The majority of monitored platform elements are accessed as logical ‘Sensors’ under this model. This access is accomplished using an abstracted, message-based interface (IPMI messages). Instead of having system software access the platform monitoring and control hardware registers directly, it sends commands, such as the Get Sensor Reading command, for sensor access. The message-based interface isolates software from the particular hardware implementation.

System Management Software discovers the platform’s sensor capabilities by reading the Sensor Data Records from a Sensor Data Record Repository managed by the management controller. Sensor Data Records provide a list of the sensors, their characteristics, location, type, and associated Sensor Number, for sensors in a particular system. The Sensor Data Records also hold default threshold values (if the sensor has threshold based events), factors for converting a sensor reading into the appropriate units (mV, rpm, degrees Celsius, etc.), and information on the types of events that a sensor can generate.

Sensor Data Records also provide information on where Field Replaceable Unit (FRU) information is located, and information to link sensors with the entity and/or FRU they’re associated with.

Information in the SDRs is also used for configuring and restoring sensor thresholds and event generation whenever the system powers up or is reset. This is accomplished via a process called the ‘initialization agent’. The BMC reads the SDRs and based on bit settings, writes the threshold data. Then it enables event generation for the various sensors it monitors and in management controllers on the IPMB for systems based on the Standard or Advanced management models.

System Management Software uses the data contained in the Sensor Data Record information to locate sensors in order to poll them, interpret, and present their data readings, adjust thresholds, interpret SEL entries, and alter event generation settings.
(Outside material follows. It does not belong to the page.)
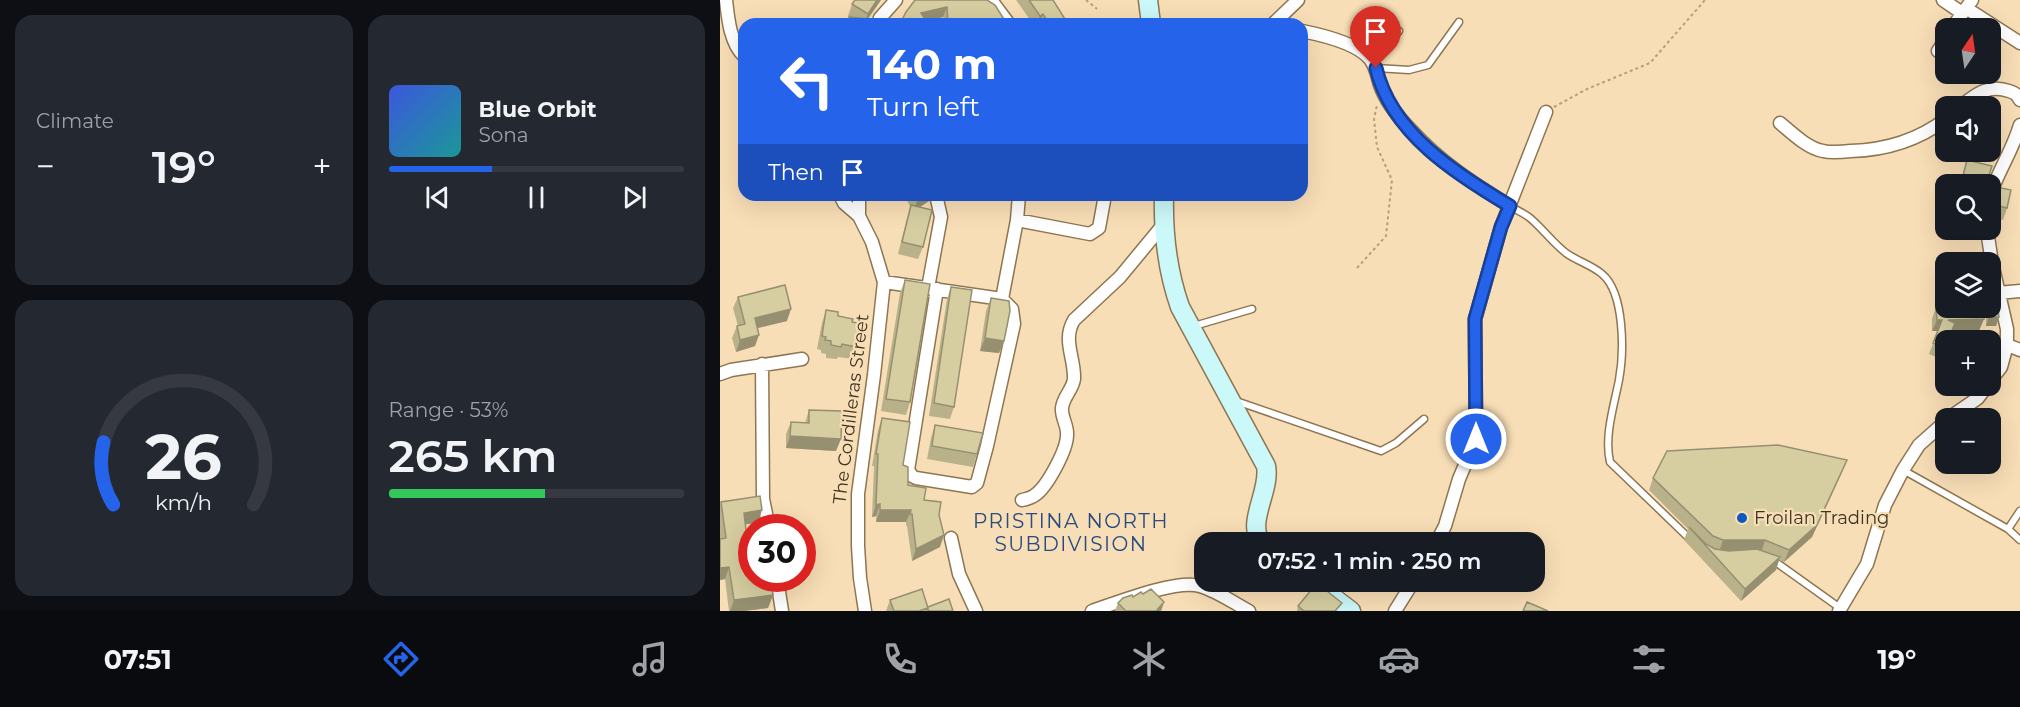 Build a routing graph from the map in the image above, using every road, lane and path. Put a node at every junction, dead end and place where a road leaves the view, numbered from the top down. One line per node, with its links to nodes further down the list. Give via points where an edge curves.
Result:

In Professional and Advanced management models, SDRs also provide a mechanism for extending the baseboard management with additional chassis or OEM ‘value-added’ monitoring and events. The baseboard monitoring can be extended by implementing an IPMI-compatible management controller, connecting it to the IPMB, and adding new SDRs describing that controller and its sensors to the SDR Repository. System Management Software can then read the SDRs and use them to automatically incorporate the additional sensors.